Qualche spunto di riflessione sul futuro dei giornali, e dei giornalisti. Metto insieme un paio di notizie che mi hanno colpito nel weekend, lasciando a voi lettori trarre le conclusioni.
Si parla spesso di futuro dei giornali, ma l’impressione che ho è che i giornalisti non siano troppo interessati al futuro dei giornali. Spesso contrari al cambiamento, attaccati al passato (che non c’è più e non tornerà) e ai privilegi di un mestiere che è cambiato, concentrati a salvare i benefici ma mai davvero disposti a mettersi in gioco.
La riorganizzazione de LaStampa
La prima notizia è la riorganizzazione de LaStampa: meno carta (da 40 a 32 pagine), meno inserti cartacei, più digitale (copertura dalle sette di mattina all’una di notte), redazione concentrata a Torino (a Roma solo politica, Vaticano e poco altro), due turni da 40 giornalisti al servizio di Web e carta stampata. Reazione dei giornalisti? Due giorni di sciopero totale, più sciopero delle firme ad oltranza.
Gemelli diversi
La seconda notizia (preoccupante) del weekend è l’uscita di due pezzi identici – parola per parola, incluse le virgole – su due testate diverse (Il Giornale e Corriere dello Sport) a firma di due giornalisti diversi (Gabriele Marcotti da Londra e Lorenzo Auso, sempre da Londra).
Ricapitoliamo: due giornali diversi pubblicano a firma di due giornalisti diversi due articoli identici. Il tutto nel silenzio totale degli interessati, dei rispettivi caporedattori, dei rispettivi direttori e dell’Ordine dei Giornalisti.
INPGI o no, purchè con benefit
La terza area di interesse per capire un po’ meglio dove sta andando il giornalismo è l’elezione dei rappresentanti INPGI, l’istituto di previdenza dei giornalisti. E’ un tema piuttosto tecnico e da addetti ai lavori, ma in queste ultime settimane si è assistito ad un dibattito tra chi vuole “salvare” l’INPGI e chi la vuole far confluire nell’INPS.

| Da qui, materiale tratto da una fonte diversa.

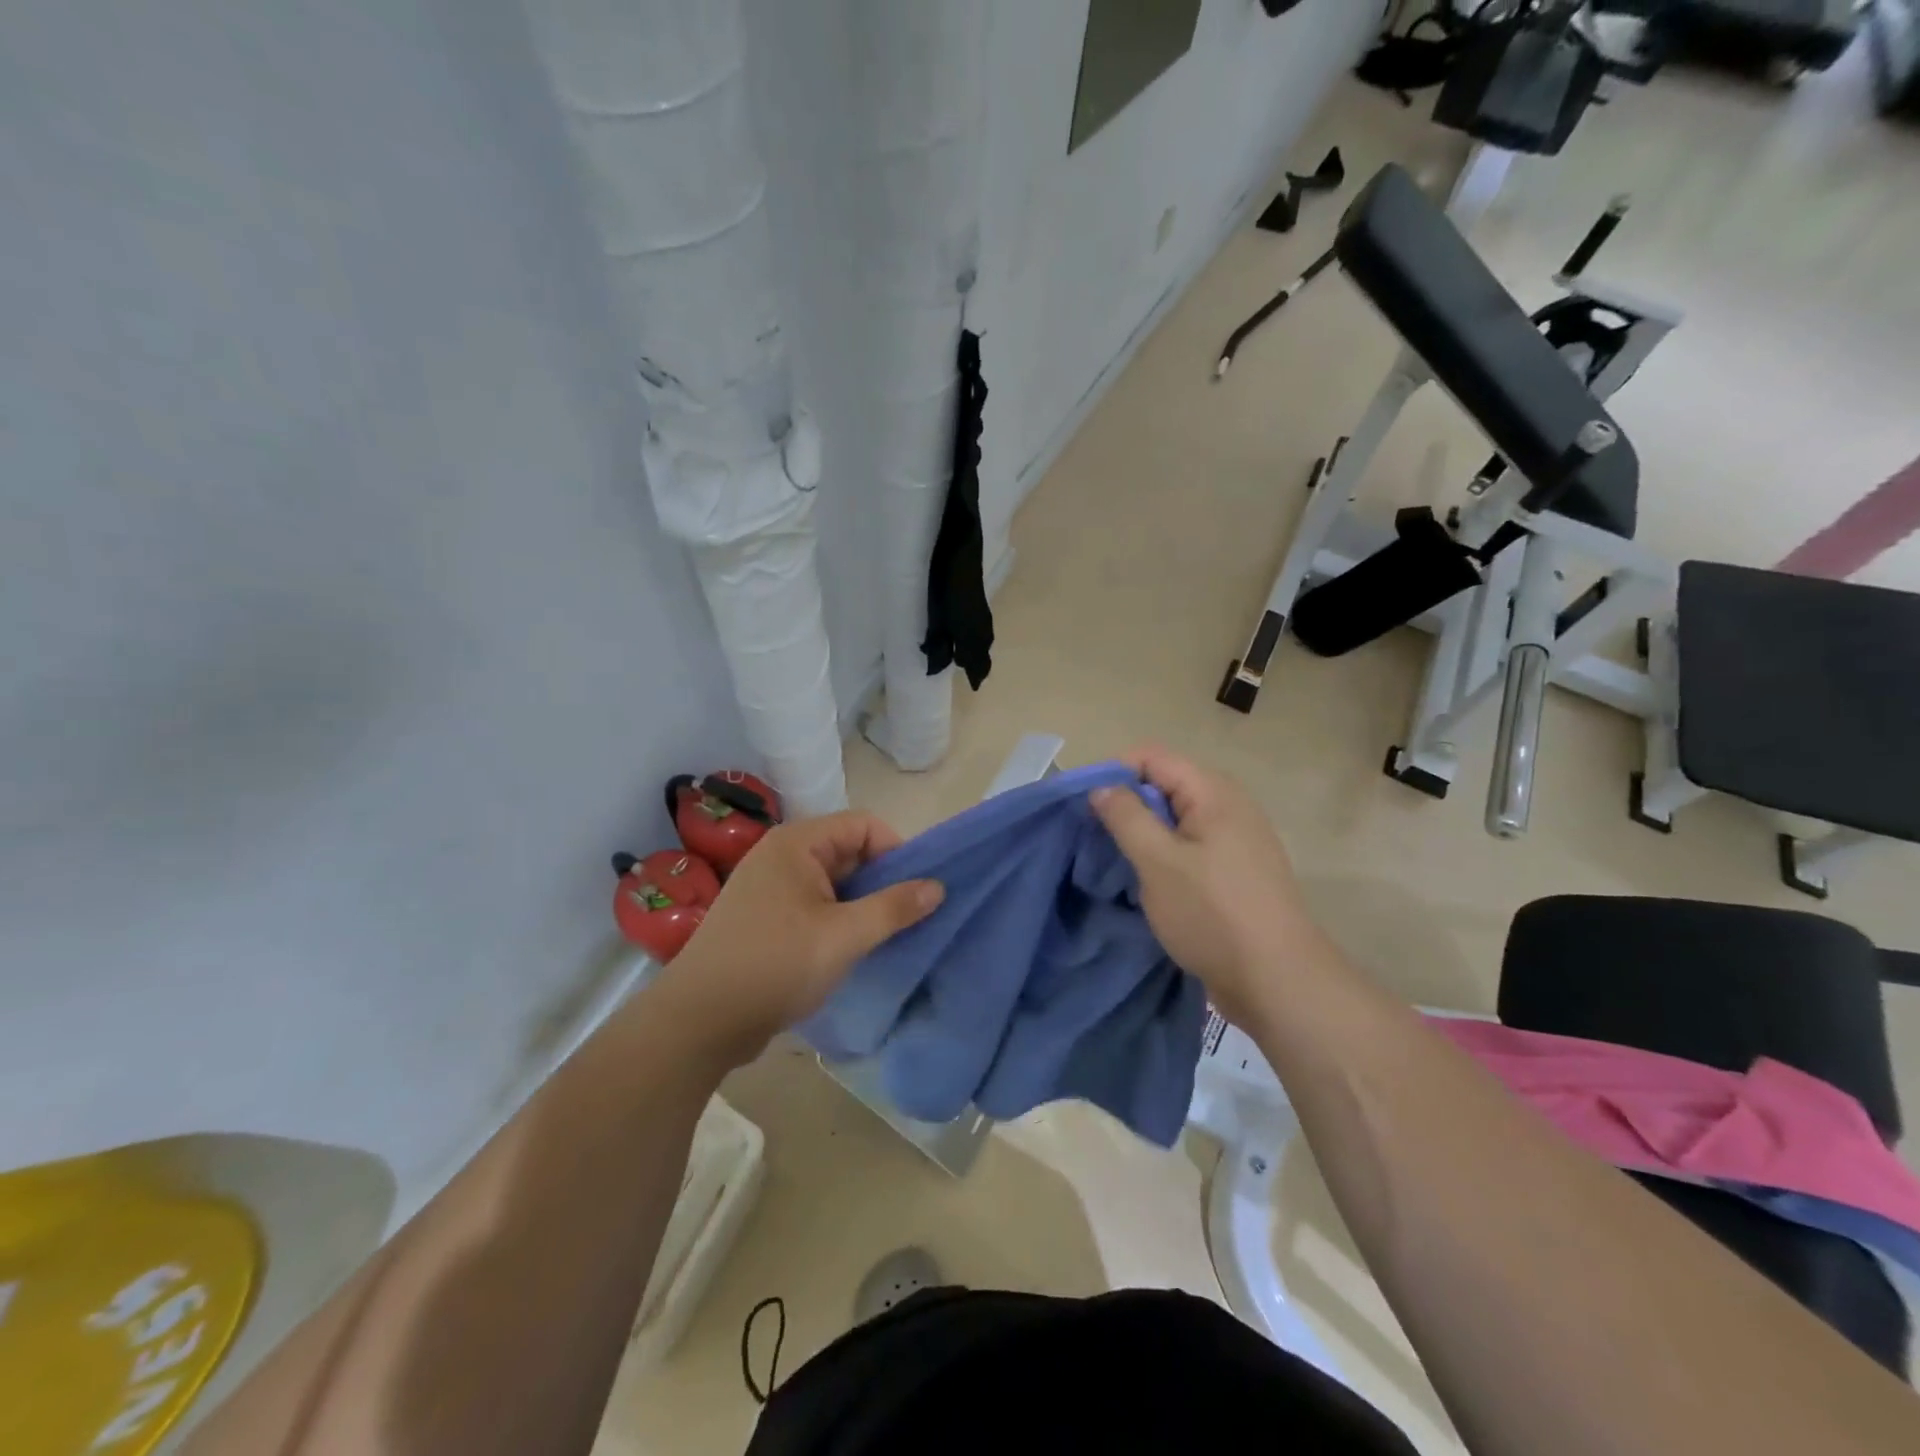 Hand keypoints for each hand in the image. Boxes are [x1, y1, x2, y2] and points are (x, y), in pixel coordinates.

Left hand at [646, 811, 943, 1069]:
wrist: (698, 1022)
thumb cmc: (775, 965)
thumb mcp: (844, 936)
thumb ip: (894, 908)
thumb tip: (937, 886)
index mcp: (796, 843)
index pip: (863, 825)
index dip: (896, 851)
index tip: (917, 890)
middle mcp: (781, 855)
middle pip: (848, 851)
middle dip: (881, 880)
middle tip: (907, 917)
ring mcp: (769, 888)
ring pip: (832, 882)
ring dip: (861, 903)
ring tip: (884, 935)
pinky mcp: (764, 918)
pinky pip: (813, 904)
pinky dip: (837, 919)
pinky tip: (850, 949)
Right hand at [1091, 746, 1336, 1027]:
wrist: (1278, 981)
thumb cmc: (1212, 914)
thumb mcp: (1157, 862)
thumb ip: (1126, 817)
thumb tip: (1102, 788)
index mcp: (1213, 791)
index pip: (1151, 756)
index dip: (1112, 772)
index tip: (1083, 807)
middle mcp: (1229, 805)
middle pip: (1164, 783)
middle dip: (1126, 804)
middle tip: (1096, 838)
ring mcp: (1236, 839)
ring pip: (1175, 818)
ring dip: (1143, 833)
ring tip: (1117, 862)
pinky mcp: (1235, 870)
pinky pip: (1189, 845)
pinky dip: (1163, 854)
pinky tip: (1148, 882) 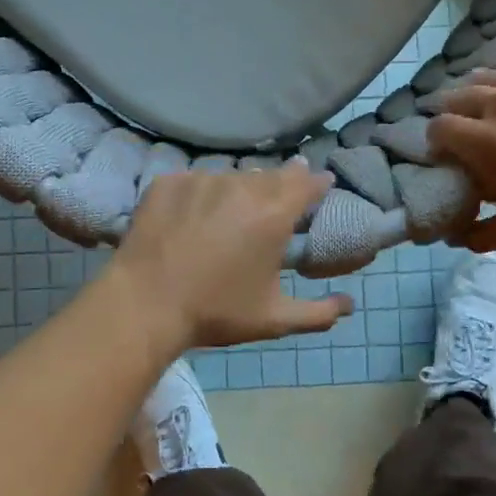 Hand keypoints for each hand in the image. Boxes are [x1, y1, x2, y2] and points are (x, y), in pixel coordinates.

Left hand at [111, 163, 353, 351]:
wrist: (144, 304)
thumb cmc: (216, 312)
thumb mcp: (274, 319)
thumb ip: (319, 313)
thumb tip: (350, 305)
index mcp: (273, 215)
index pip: (306, 183)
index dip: (316, 182)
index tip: (321, 181)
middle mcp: (242, 187)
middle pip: (271, 175)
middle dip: (282, 181)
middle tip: (283, 191)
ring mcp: (202, 180)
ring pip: (232, 176)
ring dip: (241, 187)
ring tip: (235, 207)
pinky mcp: (169, 182)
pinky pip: (195, 180)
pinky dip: (201, 193)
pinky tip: (195, 214)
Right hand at [427, 39, 495, 250]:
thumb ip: (481, 235)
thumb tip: (453, 238)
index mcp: (483, 141)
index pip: (439, 128)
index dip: (437, 139)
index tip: (447, 151)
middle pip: (457, 96)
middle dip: (453, 111)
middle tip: (465, 126)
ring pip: (487, 73)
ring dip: (478, 86)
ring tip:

Entrambe le soluzioni contengono elementi che mostrano come i giornalisti siano più interessati al futuro dei giornalisti che al futuro dei giornali. “INPGI deve confluire in INPS perchè così le pensioni sono garantite” ovvero siccome le entrate sono poche (perchè i giornalisti assunti sono sempre meno) allora meglio finire nel calderone così qualcun altro pagherà.
“INPGI deve rimanere indipendente, basta prendere i versamenti dei comunicatori per aumentare le entrate” ovvero forzare un mestiere (il comunicatore) in un altro (il giornalista); due mestieri che dovrebbero stare separati il più possibile per evitare pericolose commistioni. Il tutto, ovviamente, senza prendersi in carico le pensioni erogate attualmente ai comunicatori (mica scemi no? prendo i versamenti ma non le uscite) e senza rinunciare ai privilegi garantiti dall’attuale sistema (un esempio: INPGI paga – a differenza di INPS – l’infortunio extra professionale).
Errori a profusione
Sono tre esempi, ovvio. A cui unirei l’ormai imperante sciatteria tra errori di ortografia, titoli e occhielli incomprensibili, clickbaiting continuo.
Mi sembra che i diversi elementi – pur con gradi di complessità e profondità diversi – siano una cartina al tornasole sul fatto che i primi a non voler salvare i giornali siano i giornalisti stessi. Che ne pensate?
(Curioso no? Dieci anni fa scrivevo che “non servono giornali, ma giornalisti“).